Crucially, no one told me about this data problem or how to solve it. It was up to me to define and solve it
Developing a Solution
With the problem defined, it was time to work on a solution. This is where organization became crucial. As you may have noticed, there isn’t a single solution to this problem. Instead, I needed to break it down into sub-tasks:
(1) Figure out where the true ‘In Stock’ data in the system is stored
(2) Create SQL script to retrieve that data
(3) Get that data into Excel for the sales floor (It’s OK to keep something in a format familiar to them, even if it’s not fully optimal)
(4) Make the report better! (Wouldn’t it be cool if instead of just saying ‘out of stock’ it said when it would be back in stock?)
(5) Discuss V1 with leadership & iterate as needed before launch
(6) Launch new tool with training/documentation
Each of these steps was non-trivial. I had to dive into our database and really understand how the items moved into and out of stock. I had to figure out how to write an accurate SQL script to replicate those movements. I had to figure out how to connect SQL tables into Excel and create a reliable pipeline. All while making sure I kept a similar form-factor for the sales floor to maximize adoption.
In the midst of completing each step, I made sure to understand the accuracy needed. “Good Enough” data wasn’t necessarily clear. For instance, I added in some buffer to what ‘In Stock’ meant due to how fast-moving the data was. Items went into and out of stock quickly. I wanted to minimize scenarios where my document said ‘In Stock’ and yet the system didn’t let the customer put in an order. Additionally, I needed to hedge on when an item would be ‘Back In Stock’ — more on this in a later post!
Critically, I also went through development cycle with leadership and other trusted Sales team members to make sure what I made would match their needs. They would see an early draft, give feedback and I would fix that before starting the cycle again. This is again where empathy came into play – I needed to understand their problem and make sure what I created actually solved it, rather than assuming.

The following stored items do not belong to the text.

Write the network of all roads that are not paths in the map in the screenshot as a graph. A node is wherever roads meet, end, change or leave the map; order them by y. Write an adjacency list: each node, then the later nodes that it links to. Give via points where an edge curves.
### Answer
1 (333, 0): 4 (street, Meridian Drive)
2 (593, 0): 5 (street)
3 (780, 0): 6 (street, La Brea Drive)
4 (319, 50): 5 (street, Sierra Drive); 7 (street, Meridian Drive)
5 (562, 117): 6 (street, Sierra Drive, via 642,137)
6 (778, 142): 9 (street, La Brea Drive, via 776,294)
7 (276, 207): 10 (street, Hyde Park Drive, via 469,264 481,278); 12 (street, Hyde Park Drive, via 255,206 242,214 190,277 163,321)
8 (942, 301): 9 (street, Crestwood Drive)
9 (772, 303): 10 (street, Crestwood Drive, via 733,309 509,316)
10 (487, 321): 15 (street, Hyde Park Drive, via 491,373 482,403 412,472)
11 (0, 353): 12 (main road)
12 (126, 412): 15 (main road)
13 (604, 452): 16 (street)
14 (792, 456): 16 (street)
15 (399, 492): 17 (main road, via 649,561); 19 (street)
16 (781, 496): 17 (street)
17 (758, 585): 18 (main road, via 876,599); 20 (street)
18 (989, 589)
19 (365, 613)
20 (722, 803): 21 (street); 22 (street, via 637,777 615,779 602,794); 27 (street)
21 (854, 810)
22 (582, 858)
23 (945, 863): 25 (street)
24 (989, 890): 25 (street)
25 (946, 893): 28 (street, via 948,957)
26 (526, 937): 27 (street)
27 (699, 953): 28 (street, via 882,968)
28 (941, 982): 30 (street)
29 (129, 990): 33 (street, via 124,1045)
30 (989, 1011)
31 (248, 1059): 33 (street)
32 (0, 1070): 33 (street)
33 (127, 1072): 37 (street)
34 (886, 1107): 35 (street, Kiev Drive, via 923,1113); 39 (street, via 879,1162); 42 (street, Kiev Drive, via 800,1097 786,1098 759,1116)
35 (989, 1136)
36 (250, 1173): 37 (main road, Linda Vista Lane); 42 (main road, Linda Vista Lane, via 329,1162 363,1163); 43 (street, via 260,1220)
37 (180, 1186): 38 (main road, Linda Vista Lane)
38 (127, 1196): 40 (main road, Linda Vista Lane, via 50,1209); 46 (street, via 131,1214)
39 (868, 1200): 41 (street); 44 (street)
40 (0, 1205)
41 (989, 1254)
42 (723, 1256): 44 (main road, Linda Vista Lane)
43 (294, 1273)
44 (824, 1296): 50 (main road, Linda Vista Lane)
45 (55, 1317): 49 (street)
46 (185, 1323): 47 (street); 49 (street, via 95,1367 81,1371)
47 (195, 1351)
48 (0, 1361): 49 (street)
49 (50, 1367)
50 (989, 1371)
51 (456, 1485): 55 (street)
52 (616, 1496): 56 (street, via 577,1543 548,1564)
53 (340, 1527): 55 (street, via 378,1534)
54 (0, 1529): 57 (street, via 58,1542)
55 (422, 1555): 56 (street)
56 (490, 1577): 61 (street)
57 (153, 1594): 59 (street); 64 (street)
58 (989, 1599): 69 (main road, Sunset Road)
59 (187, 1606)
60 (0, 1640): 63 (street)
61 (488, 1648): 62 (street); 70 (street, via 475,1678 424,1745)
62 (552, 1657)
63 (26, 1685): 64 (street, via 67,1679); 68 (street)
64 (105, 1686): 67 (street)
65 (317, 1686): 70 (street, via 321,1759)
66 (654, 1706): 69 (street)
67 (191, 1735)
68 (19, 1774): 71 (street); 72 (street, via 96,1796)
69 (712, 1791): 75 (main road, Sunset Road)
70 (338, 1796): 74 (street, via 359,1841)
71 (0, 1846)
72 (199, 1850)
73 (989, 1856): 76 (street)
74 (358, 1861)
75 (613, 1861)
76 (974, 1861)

Analysts provide massive value by identifying and solving ambiguous data problems. I learned that early on with this Sales Catalog example. I liberally applied each of the four soft skills to go from problem identification to problem solution:
Curiosity: Dug into what the reps were trying to do and what problems their existing solution created
Accuracy: Determined the tolerance of “Good Enough” data, both due to database limitations and hedging where I would prefer inaccuracy to rest
Organization: Broke down the problem into sub problems, which built into my final solution
Empathy: From start to finish, I made sure to listen to many voices across the team – both in understanding the problem and making sure my solution actually made their work lives easier
This same cycle has served me well time and time again in an analytics career. If you can proactively discover analytics problems and solve the important ones, you’ll quickly provide value to any company lucky enough to have you aboard.